Фридрих Шлегель - КРИТИЧЕСКИЕ ФРАГМЕНТЫ
[4.] Так много поэзии, и все же нет ничего более редкого, чем поэтическое произведение! Отсюда множество поэтических набросков, штудий, фрагментов, тенденций, руин и материалов.
[7.] Мой опыт «Об изучении греческой поэзии» — манерный гимн в прозе объективному в поэзии. Худшим в нем мне представляется полное отсутствие совершенно необходимой иронии, а лучшим — твердая предпосылка бесконечной ценности поэзии, как если бы это было чем-то бесспорным.
[9.] Остроумие — дух безусловного общения, или фрагментарная гениальность.
[12.] Тому, что называют философией искусства, недостает обычно одного из двух — либо философии, либо искусства.
[16.] Гений — это хотя и не произвол, но свобода, как остроумие, любовь и вера, которые однажды должны стать искусством и наукой. От каждого следует требовать гениальности, правда, не ожидая ее. Последователь Канта назвал бы это категорическим императивом гениальности.
[20.] Классическое сочинение не должно быть таким, чтобы его когда-либо можно было понять до конца. Но тот, кто развит (gebildet) и развивает себя, должен стремиться черпать из него все больше и больше.
[23.] В хорошем поэтическом произведении все должно быть намерением и все инстинктом. Благодаря этому оно становится идеальным.
[25.] Два основных принципа так называемой исторической критики — это постулат пошлости и аксиома обычности. Постулат пошлости: все подлинно великое, доброе и прекрасное невероятно, ибо необычайно и по крайней мере подозрительно. Аксиома обычности: как все происходит у нас и вокруг нас, так должно было происходить и повсюду, ибо все это так естественно.

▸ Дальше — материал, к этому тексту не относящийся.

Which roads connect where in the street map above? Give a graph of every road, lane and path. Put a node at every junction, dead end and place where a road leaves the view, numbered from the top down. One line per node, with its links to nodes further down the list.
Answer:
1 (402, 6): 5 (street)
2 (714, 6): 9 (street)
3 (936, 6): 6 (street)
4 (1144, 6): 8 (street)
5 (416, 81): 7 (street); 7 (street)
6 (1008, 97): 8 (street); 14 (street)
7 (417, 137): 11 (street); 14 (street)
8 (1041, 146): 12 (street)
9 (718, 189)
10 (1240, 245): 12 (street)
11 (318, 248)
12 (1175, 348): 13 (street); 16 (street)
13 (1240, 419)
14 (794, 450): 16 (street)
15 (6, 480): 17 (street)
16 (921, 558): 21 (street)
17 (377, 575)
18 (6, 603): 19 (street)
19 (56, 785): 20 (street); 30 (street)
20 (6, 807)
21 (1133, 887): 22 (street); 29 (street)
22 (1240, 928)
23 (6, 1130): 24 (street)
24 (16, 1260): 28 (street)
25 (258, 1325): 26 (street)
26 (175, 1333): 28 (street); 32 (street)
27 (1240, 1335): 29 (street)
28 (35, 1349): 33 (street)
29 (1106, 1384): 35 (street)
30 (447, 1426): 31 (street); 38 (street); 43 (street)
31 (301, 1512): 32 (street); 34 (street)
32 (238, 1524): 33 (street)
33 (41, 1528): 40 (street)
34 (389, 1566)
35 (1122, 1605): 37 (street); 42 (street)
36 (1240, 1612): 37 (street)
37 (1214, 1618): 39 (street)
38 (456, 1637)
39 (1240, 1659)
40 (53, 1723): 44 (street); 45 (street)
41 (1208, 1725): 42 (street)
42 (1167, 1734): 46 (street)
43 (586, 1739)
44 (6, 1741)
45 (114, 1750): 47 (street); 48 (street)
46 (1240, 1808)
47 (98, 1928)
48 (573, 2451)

[26.] Романы — сократовские диалоги нашего времени. В этой свободной форме жизненная мудрость нашла прибежище от школьной мудрости.
[30.] Вместо судьбы в современной трагедии иногда выступает Бог-отец, чаще же — сам дьявол. Как случилось, что это не побудило еще ни одного ученого развить теорию дьяволической поэзии?
[34.] Острота — это разложение духовных материй, которые до этого внезапного разделения были тесно сплетены друг с другом. Жизнь всякого рода должна уже наполнить собой воображение, прежде чем настанет время, когда от трения, вызванного свободным общением, воображение будет так наэлектризовано, что легчайшее прикосновением— дружеское или враждебное — сможет извлечь из него блестки и сверкающие лучи или же трепетные удары.
[36.] Кто не дошел еще до ясного осознания того, что может существовать нечто великое и вне его собственной сферы, недоступное его пониманию, у кого нет хотя бы смутных предположений о том, в каком пространстве человеческого духа могло бы находиться это великое, тот либо лишен гения в своей собственной сфере, либо еще не развился до классического.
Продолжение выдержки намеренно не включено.